Using the entries below, write out the line with "ring mcp: (964, 740)", the line with "middle dip: (1286, 609)", and every line in between, exactly as each is written.

====== Data records

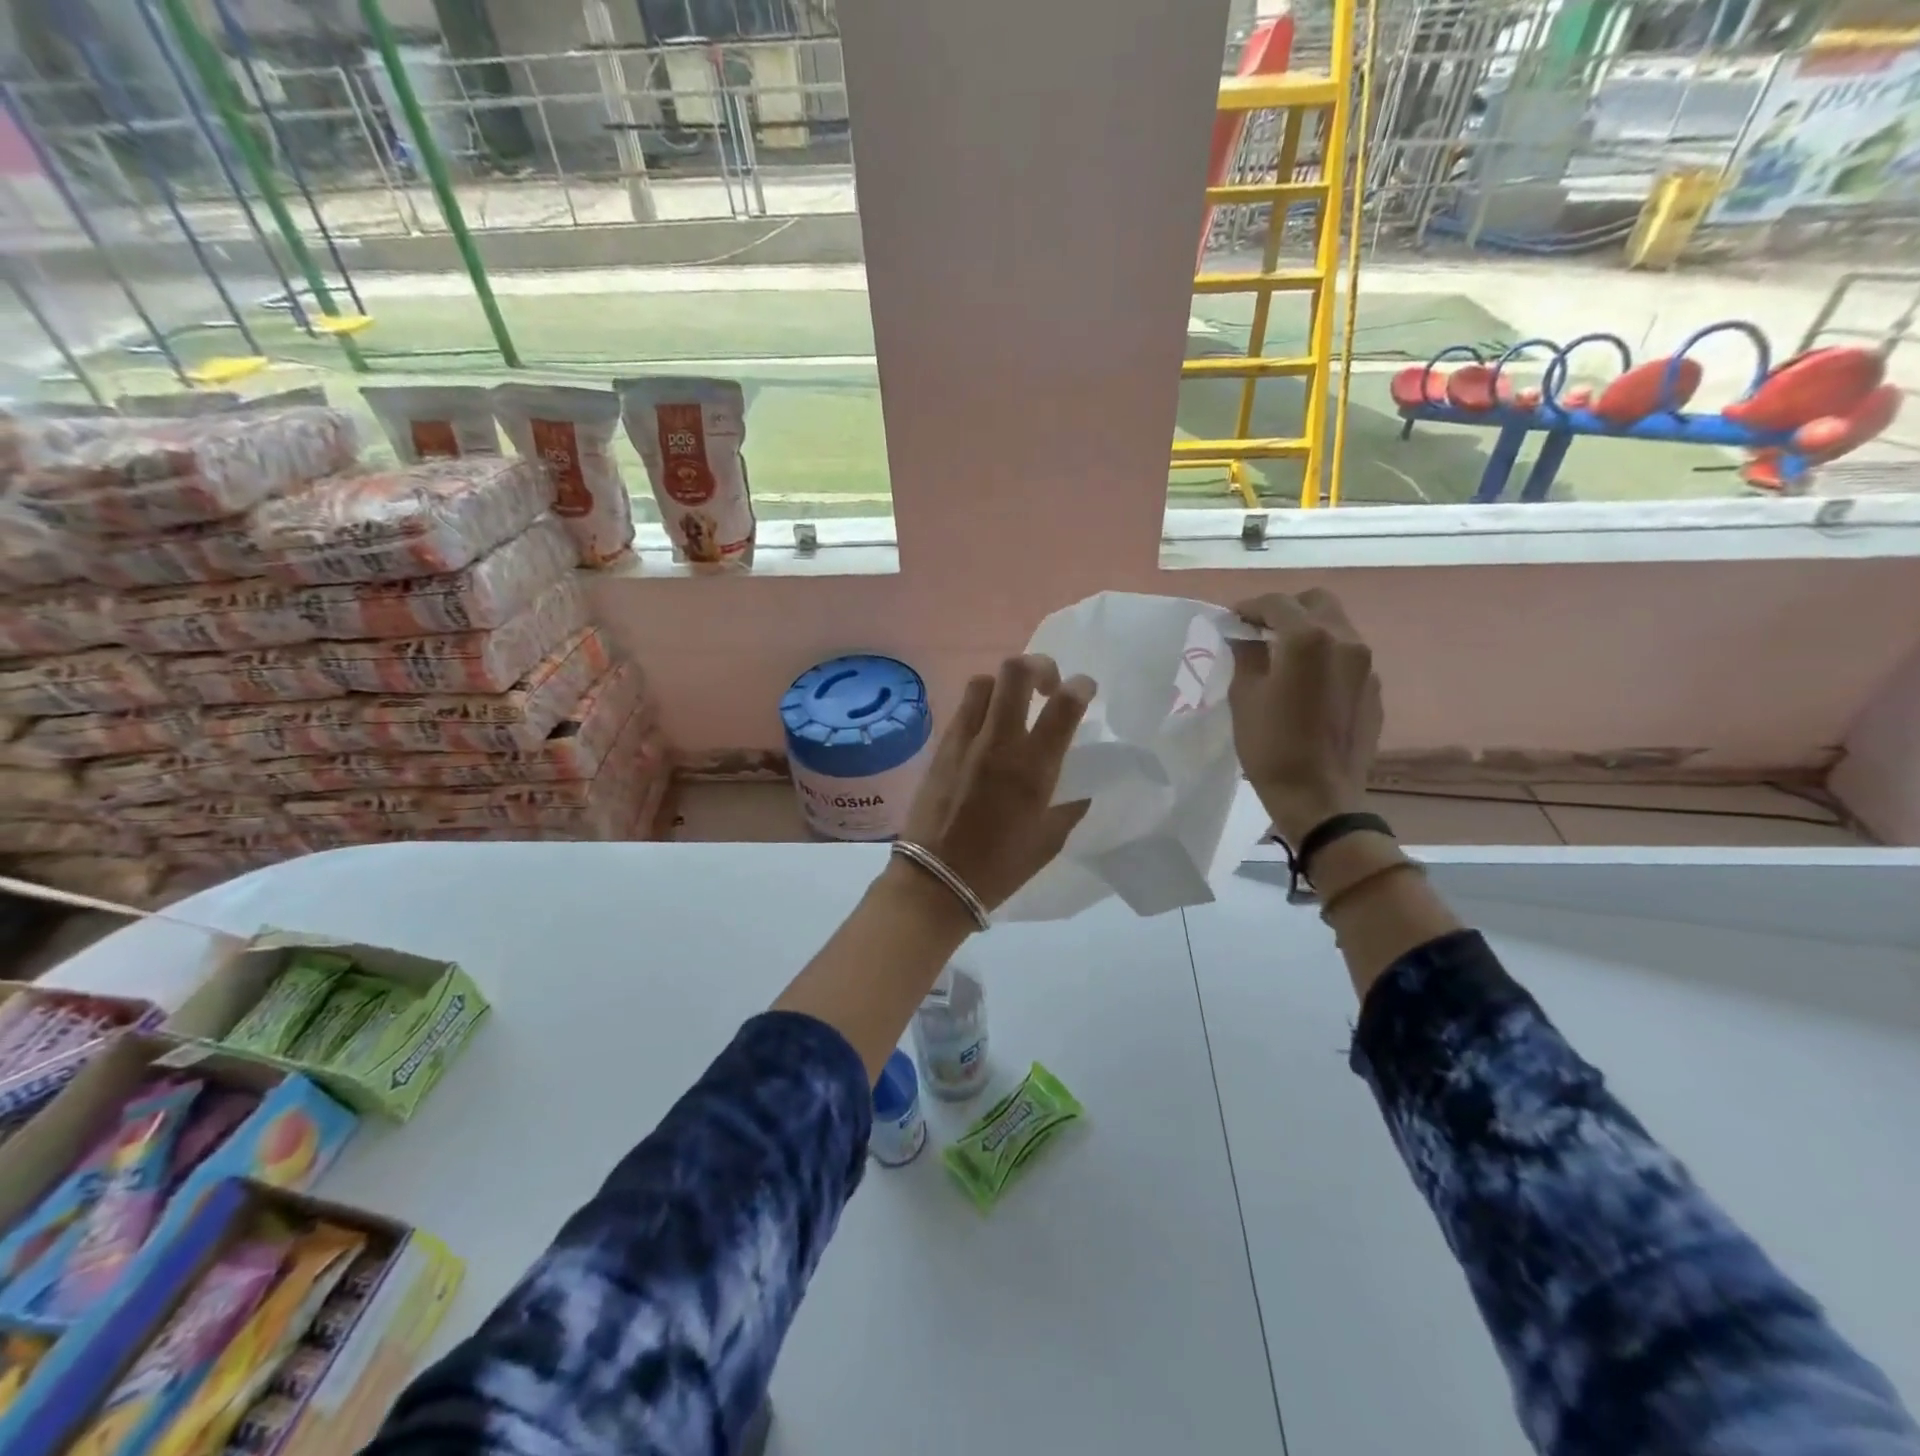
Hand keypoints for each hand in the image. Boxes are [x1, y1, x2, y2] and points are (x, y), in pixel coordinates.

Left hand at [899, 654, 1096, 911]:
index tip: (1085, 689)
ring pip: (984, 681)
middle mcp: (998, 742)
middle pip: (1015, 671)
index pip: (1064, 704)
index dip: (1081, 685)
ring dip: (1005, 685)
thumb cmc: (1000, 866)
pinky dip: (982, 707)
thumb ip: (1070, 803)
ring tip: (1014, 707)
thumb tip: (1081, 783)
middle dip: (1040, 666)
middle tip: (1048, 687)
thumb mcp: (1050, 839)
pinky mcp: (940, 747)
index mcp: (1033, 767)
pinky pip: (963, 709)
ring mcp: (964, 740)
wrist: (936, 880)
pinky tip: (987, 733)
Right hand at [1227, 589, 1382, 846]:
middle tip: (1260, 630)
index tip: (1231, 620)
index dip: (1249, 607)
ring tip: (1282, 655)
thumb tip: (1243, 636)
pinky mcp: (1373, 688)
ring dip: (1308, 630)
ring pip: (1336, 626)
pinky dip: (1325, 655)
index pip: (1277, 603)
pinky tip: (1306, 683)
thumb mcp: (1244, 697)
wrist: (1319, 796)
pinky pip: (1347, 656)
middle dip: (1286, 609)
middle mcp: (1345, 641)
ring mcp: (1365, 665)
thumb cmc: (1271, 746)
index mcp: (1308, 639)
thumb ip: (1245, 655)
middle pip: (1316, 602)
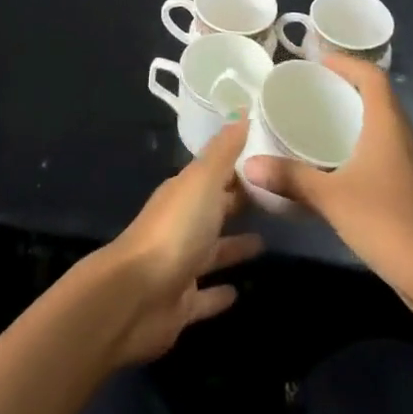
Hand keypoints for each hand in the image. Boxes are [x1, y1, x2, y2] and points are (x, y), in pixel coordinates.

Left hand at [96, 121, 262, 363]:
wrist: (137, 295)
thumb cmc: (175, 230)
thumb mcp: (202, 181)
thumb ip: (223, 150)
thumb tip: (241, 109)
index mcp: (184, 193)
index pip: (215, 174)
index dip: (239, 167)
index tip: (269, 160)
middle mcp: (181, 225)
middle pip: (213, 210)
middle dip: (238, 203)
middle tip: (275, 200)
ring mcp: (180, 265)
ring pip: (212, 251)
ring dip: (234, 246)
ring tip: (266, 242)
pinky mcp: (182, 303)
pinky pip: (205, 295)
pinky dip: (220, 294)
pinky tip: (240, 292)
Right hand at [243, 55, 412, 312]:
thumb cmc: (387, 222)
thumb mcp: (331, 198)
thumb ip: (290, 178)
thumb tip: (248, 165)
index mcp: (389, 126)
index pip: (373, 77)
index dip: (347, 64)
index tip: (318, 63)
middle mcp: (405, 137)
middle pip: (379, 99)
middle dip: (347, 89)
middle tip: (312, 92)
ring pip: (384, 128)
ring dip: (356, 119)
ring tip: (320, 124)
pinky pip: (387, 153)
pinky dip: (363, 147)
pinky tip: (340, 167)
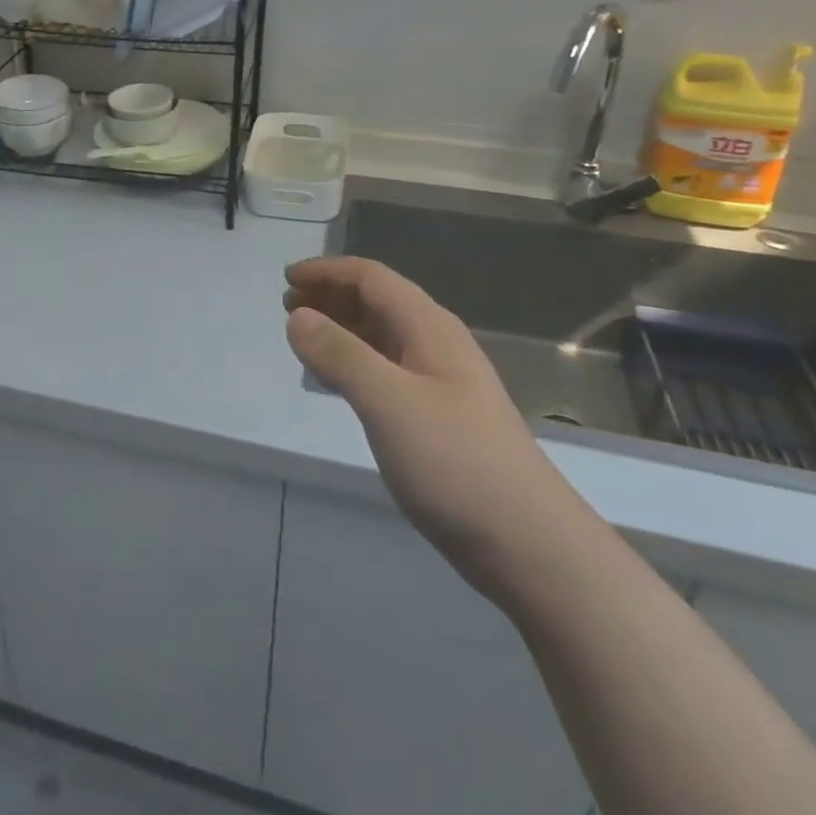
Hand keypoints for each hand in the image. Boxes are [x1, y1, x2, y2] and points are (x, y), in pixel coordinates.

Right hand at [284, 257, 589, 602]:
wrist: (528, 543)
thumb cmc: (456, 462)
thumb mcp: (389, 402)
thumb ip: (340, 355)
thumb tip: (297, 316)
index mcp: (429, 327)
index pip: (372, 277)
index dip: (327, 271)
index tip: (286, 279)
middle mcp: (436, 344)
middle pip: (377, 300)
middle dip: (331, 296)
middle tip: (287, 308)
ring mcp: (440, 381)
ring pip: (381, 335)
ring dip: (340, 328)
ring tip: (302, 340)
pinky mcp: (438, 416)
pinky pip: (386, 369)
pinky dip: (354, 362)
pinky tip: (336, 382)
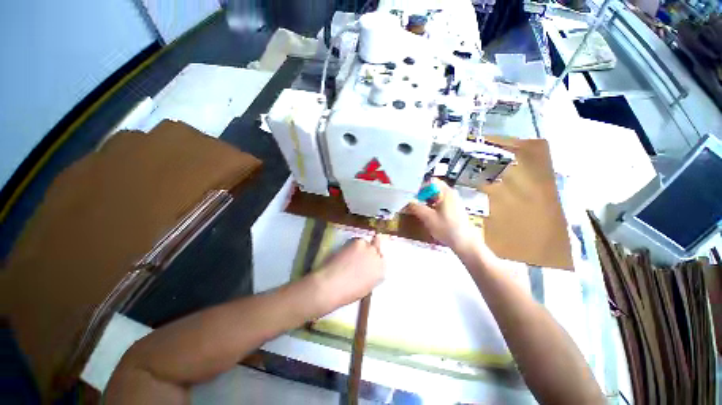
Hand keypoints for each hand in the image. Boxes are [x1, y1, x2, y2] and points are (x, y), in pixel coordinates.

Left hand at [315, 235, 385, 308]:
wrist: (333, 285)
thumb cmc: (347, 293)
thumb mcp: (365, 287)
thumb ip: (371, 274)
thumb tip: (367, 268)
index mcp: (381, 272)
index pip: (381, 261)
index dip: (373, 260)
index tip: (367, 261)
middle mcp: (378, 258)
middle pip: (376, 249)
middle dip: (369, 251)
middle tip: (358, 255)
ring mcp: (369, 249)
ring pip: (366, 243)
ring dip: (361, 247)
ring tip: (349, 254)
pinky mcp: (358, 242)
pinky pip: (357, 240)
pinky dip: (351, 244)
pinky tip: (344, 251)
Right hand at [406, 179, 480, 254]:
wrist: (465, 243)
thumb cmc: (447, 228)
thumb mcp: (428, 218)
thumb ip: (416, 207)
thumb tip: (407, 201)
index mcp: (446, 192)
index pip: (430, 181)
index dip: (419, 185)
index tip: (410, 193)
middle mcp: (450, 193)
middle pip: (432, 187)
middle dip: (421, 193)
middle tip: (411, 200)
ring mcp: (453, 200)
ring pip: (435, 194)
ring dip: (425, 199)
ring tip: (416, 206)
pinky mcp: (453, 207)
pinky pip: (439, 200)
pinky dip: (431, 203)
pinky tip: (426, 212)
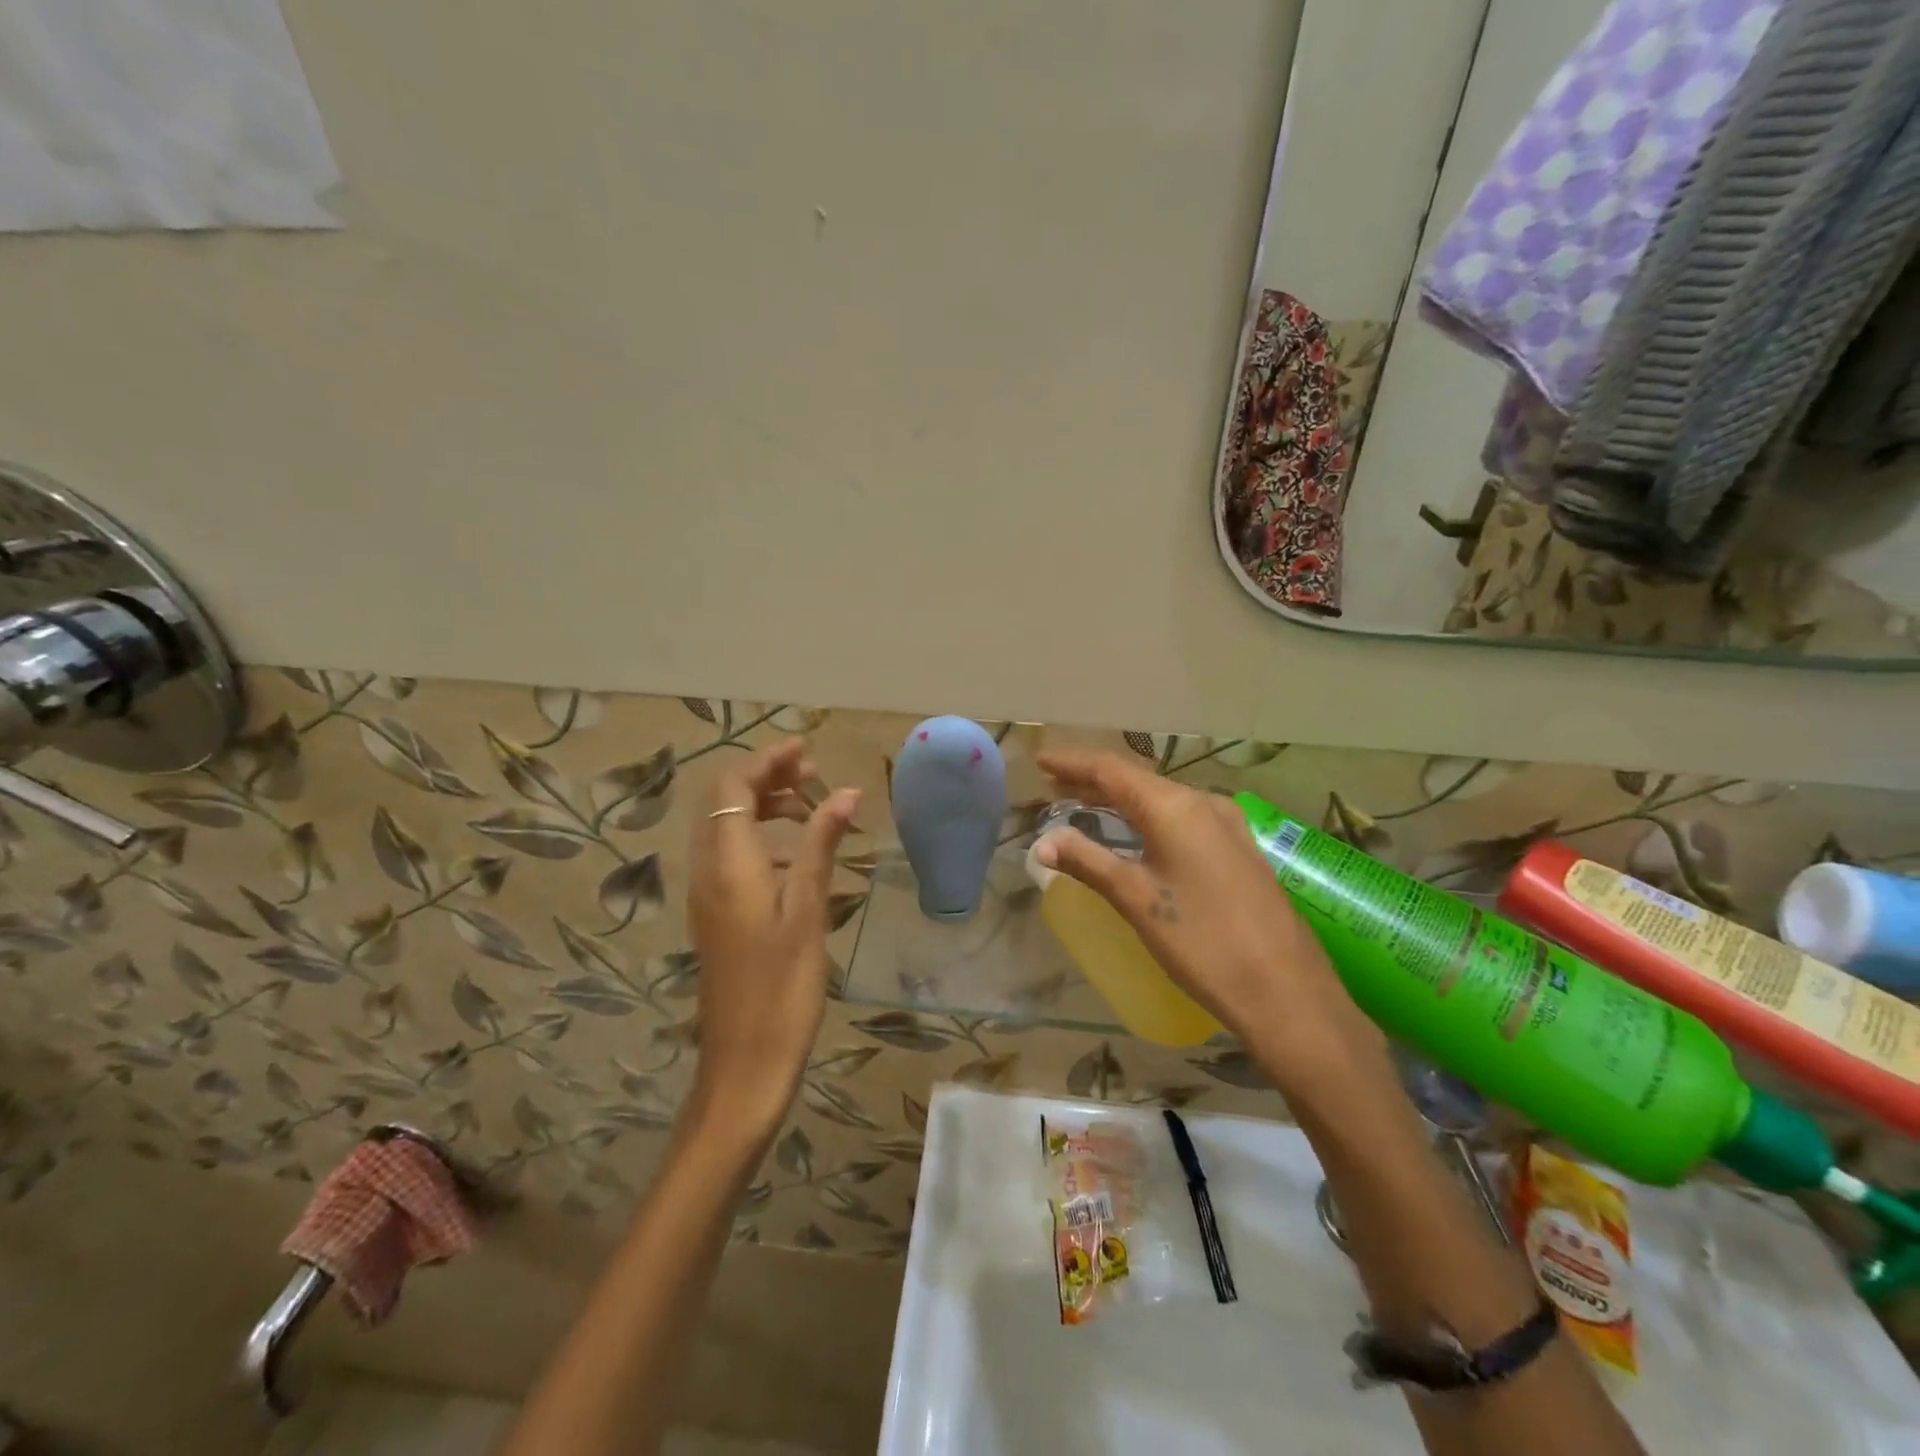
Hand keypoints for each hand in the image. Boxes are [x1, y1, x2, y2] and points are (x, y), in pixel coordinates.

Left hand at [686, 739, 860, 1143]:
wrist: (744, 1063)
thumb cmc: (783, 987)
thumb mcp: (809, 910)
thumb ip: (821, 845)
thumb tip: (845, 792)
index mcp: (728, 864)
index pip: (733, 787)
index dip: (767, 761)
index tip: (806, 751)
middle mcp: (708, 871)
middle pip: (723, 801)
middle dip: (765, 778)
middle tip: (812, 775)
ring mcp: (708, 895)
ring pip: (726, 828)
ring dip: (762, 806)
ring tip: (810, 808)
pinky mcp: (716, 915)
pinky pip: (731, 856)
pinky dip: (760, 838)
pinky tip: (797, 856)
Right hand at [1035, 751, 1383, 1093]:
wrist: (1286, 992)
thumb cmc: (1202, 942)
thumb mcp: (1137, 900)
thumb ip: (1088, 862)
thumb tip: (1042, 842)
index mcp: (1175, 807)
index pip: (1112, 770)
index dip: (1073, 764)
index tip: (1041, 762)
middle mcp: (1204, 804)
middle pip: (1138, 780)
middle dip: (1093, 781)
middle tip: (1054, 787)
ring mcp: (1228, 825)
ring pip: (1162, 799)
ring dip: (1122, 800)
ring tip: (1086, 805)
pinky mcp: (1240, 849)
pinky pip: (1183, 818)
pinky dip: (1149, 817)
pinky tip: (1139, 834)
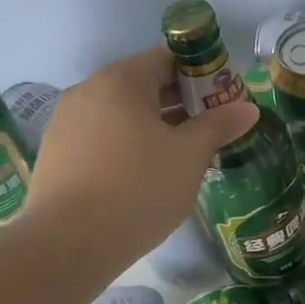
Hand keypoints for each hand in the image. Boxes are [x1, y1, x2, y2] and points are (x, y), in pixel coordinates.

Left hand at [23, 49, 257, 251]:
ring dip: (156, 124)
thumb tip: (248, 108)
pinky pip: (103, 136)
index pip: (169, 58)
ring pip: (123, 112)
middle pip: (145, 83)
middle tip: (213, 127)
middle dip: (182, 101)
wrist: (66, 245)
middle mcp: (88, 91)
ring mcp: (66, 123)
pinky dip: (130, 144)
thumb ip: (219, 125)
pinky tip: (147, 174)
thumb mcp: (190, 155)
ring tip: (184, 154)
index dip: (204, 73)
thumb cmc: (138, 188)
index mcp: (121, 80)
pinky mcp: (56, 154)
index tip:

============

## Result of this task
ring mcp: (964, 740)
wrist: (936, 880)
pinky tip: (987, 733)
Right hand at [1227, 589, 1382, 846]:
middle tip: (1260, 630)
index tip: (1231, 620)
index dip: (1249, 607)
ring tip: (1282, 655)
thumb tip: (1243, 636)
pinky mcp: (1373, 688)
ring dip: (1308, 630)
ring pip: (1336, 626)
pinky dip: (1325, 655)
index pip: (1277, 603)
pinky tip: (1306, 683)
thumb mcp: (1244, 697)
wrist: (1319, 796)
pinky pip: (1347, 656)
middle dip: (1286, 609)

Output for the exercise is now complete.